Exercise goal: Transcribe the entries below without alteration.

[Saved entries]
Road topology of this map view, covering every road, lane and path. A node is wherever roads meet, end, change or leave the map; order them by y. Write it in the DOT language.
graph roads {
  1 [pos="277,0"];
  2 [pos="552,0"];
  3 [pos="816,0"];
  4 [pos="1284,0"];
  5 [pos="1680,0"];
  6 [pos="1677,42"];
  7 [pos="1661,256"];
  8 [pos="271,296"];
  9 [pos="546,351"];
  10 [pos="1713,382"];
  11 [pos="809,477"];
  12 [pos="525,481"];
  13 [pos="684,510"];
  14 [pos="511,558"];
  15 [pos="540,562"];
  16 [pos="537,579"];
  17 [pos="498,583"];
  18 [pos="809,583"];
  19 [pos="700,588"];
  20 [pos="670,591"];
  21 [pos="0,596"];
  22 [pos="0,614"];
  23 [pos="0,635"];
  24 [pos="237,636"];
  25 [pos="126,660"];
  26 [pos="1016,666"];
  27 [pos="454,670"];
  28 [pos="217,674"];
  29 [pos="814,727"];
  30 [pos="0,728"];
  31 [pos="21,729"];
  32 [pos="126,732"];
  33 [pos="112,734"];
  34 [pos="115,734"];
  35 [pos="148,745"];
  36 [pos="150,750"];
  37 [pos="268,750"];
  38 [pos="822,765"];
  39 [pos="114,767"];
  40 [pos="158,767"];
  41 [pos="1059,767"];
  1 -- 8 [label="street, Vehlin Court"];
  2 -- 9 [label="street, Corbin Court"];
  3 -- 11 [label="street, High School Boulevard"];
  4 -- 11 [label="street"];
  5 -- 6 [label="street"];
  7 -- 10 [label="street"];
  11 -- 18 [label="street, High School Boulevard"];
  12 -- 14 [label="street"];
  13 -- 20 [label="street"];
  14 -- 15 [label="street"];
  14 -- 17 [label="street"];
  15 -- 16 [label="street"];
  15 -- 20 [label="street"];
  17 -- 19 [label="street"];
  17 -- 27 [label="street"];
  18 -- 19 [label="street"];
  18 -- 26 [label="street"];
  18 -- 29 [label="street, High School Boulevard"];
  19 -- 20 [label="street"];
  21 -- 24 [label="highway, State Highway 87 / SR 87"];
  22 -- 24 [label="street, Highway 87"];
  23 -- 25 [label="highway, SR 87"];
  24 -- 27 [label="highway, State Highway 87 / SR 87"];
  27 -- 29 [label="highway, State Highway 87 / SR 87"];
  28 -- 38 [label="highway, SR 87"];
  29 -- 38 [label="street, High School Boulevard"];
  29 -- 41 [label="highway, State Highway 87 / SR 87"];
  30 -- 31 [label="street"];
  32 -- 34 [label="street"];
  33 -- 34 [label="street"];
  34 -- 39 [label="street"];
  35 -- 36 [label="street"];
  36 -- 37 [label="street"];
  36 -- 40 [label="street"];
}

Answer area:
Road topology of this map view, covering every road, lane and path. A node is wherever roads meet, end, change or leave the map; order them by y. Write it in the DOT language.
graph roads {
  1 [pos="277,0"];
  2 [pos="552,0"];
  3 [pos="816,0"];
  4 [pos="1284,0"];
  5 [pos="1680,0"];
  6 [pos="1677,42"];
  7 [pos="1661,256"];
  8 [pos="271,296"];
  9 [pos="546,351"];
  10 [pos="1713,382"];
  11 [pos="809,477"];
  12 [pos="525,481"];
  13 [pos="684,510"];
  14 [pos="511,558"];
  15 [pos="540,562"];
  16 [pos="537,579"];
  17 [pos="498,583"];
  18 [pos="809,583"];
  19 [pos="700,588"];
  20 [pos="670,591"];
  21 [pos="0,596"];
  22 [pos="0,614"];
  23 [pos="0,635"];
  24 [pos="237,636"];
  25 [pos="126,660"];
  26 [pos="1016,666"];
  27 [pos="454,670"];
  28 [pos="217,674"];
  29 [pos="814,727"];
  30 [pos="0,728"];
  31 [pos="21,729"];
  32 [pos="126,732"];
  33 [pos="112,734"];
  34 [pos="115,734"];
  35 [pos="148,745"];
  36 [pos="150,750"];
  37 [pos="268,750"];
  38 [pos="822,765"];
  39 [pos="114,767"];
  40 [pos="158,767"];
  41 [pos="1059,767"];
  1 -- 8 [label="street, Vehlin Court"];
  2 -- 9 [label="street, Corbin Court"];
  3 -- 11 [label="street, High School Boulevard"];
  4 -- 11 [label="street"];
  5 -- 6 [label="street"];
  7 -- 10 [label="street"];
  11 -- 18 [label="street, High School Boulevard"];
  12 -- 14 [label="street"];
  13 -- 20 [label="street"];
  14 -- 15 [label="street"];
  14 -- 17 [label="street"];
  15 -- 16 [label="street"];
  15 -- 20 [label="street"];
  17 -- 19 [label="street"];
  17 -- 27 [label="street"];
  18 -- 19 [label="street"];
  18 -- 26 [label="street"];
  18 -- 29 [label="street, High School Boulevard"];
  19 -- 20 [label="street"];
  21 -- 24 [label="highway, State Highway 87 / SR 87"];
  22 -- 24 [label="street, Highway 87"];
  23 -- 25 [label="highway, SR 87"];
  24 -- 27 [label="highway, State Highway 87 / SR 87"];
  27 -- 29 [label="highway, State Highway 87 / SR 87"];
  28 -- 38 [label="highway, SR 87"];
  29 -- 38 [label="street, High School Boulevard"];
  29 -- 41 [label="highway, State Highway 87 / SR 87"];
  30 -- 31 [label="street"];
  32 -- 34 [label="street"];
  33 -- 34 [label="street"];
  34 -- 39 [label="street"];
  35 -- 36 [label="street"];
  36 -- 37 [label="street"];
  36 -- 40 [label="street"];
}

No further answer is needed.